The Company had $89.5 million in cash, cash equivalents, and short-term and long-term investments, no debt, and $145.0 million in stockholders’ equity as of September 30, 2014.
- Insys received DEA approval to manufacture synthetically its CBD and was granted a quota to produce 15kg of CBD in 2014. The company expects a larger quota in 2015 for its continued clinical studies.
- Insys received a Refusal to File Letter from the FDA for its proprietary Dronabinol Oral Solution because it provided an incomplete pediatric study plan in its NDA submission. The Company subsequently submitted the pediatric study plan to the FDA. The Company intends to discuss the plan with the FDA, and to resubmit the NDA to the FDA thereafter.

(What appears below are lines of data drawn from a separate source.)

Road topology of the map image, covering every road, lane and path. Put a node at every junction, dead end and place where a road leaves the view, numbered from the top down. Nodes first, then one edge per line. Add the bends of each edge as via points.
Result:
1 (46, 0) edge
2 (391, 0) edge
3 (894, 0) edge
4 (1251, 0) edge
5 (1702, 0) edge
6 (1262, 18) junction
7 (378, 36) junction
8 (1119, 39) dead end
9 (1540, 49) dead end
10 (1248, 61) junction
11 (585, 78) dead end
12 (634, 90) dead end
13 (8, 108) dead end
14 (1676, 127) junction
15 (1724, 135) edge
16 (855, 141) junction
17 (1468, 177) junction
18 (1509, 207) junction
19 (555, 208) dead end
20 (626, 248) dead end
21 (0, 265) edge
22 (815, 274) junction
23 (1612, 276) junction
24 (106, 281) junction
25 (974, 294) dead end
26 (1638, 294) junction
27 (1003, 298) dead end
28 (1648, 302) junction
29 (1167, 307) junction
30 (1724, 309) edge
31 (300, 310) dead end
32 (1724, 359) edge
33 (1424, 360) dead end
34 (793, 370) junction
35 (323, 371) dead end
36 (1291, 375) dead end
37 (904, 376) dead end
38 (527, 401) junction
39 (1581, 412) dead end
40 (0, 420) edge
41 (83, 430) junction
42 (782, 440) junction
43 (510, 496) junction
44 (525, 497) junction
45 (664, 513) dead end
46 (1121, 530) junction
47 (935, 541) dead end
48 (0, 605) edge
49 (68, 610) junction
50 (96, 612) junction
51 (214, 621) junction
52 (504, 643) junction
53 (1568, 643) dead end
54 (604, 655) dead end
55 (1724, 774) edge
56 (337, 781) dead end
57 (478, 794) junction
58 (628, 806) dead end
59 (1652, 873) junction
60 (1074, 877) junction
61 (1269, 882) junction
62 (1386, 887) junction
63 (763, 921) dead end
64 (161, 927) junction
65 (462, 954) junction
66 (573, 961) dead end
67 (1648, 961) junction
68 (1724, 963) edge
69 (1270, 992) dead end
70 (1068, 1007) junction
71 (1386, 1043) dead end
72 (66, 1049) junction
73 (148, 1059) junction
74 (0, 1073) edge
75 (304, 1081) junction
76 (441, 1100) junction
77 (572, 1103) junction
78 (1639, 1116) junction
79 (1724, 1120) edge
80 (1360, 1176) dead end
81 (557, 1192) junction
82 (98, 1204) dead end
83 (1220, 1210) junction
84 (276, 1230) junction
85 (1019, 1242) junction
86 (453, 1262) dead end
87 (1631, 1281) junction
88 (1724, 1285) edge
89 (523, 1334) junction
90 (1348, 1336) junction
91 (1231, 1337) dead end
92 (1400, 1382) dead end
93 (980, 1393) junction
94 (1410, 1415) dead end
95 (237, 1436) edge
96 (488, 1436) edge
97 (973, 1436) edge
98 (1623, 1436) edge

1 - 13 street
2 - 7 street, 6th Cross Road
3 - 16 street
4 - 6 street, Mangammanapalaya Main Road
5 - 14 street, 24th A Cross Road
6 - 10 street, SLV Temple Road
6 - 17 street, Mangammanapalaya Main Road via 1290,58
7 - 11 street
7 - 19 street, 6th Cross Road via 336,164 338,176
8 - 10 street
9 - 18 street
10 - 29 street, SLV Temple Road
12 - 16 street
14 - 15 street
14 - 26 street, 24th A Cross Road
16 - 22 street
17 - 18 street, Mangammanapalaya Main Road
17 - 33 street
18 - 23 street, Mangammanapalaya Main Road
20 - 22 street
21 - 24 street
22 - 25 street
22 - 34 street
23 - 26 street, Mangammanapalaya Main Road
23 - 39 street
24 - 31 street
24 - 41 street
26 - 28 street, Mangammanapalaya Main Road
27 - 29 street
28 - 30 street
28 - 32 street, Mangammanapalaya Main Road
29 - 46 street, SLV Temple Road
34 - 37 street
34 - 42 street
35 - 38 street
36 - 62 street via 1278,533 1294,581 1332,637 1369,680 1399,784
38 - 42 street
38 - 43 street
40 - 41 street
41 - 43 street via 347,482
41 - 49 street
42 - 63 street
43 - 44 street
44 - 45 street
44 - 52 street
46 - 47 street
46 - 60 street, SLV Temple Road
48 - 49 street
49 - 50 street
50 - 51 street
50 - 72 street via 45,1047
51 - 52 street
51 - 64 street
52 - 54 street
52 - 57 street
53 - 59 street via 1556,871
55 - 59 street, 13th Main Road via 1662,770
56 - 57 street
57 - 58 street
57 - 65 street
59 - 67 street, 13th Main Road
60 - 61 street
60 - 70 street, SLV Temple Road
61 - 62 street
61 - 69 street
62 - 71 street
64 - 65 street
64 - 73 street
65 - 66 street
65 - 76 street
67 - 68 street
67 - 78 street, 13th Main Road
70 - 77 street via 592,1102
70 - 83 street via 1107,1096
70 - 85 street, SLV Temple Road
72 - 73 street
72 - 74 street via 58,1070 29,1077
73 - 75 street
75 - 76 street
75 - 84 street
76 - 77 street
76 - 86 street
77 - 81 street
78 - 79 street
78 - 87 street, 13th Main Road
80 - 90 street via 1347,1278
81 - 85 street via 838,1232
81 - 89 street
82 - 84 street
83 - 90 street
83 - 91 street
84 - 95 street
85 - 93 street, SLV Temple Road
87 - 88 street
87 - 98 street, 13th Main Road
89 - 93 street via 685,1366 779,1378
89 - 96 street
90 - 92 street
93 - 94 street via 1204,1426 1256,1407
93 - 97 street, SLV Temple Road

- Insys filed an IND for its buprenorphine/naloxone for opioid dependence sublingual spray candidate in October 2014. This IND was cleared by the FDA in early November.
- Insys remains on track to file INDs for ondansetron sublingual spray to treat nausea and vomiting and CBD to treat Lennox-Gastaut Syndrome and Dravet Syndrome in the fourth quarter of 2014.
Insys management will host its third quarter conference call as follows:
A telephone replay will be available shortly after the completion of the call for two weeks at 800-633-8284 (U.S.) or 402-977-9140 (International). The conference call ID number for the replay is 21738685.
About Insys Therapeutics, Inc.
Insys Therapeutics is a specialty pharmaceutical company that develops and commercializes innovative drugs and novel drug delivery systems of therapeutic molecules that improve the quality of life of patients. Using our proprietary sublingual spray technology and our capability to develop pharmaceutical cannabinoids, Insys addresses the clinical shortcomings of existing commercial products. Insys currently markets two products, Subsys®, which is sublingual Fentanyl spray for breakthrough cancer pain, and a generic version of Dronabinol (THC) capsules. The Company’s lead product candidate is Dronabinol Oral Solution, a proprietary orally administered liquid formulation of dronabinol that Insys believes has distinct advantages over the current formulation of dronabinol in a soft gel capsule. Insys is developing a pipeline of sublingual sprays, as well as pharmaceutical cannabidiol.
Subsys® is a registered trademark of Insys Therapeutics, Inc.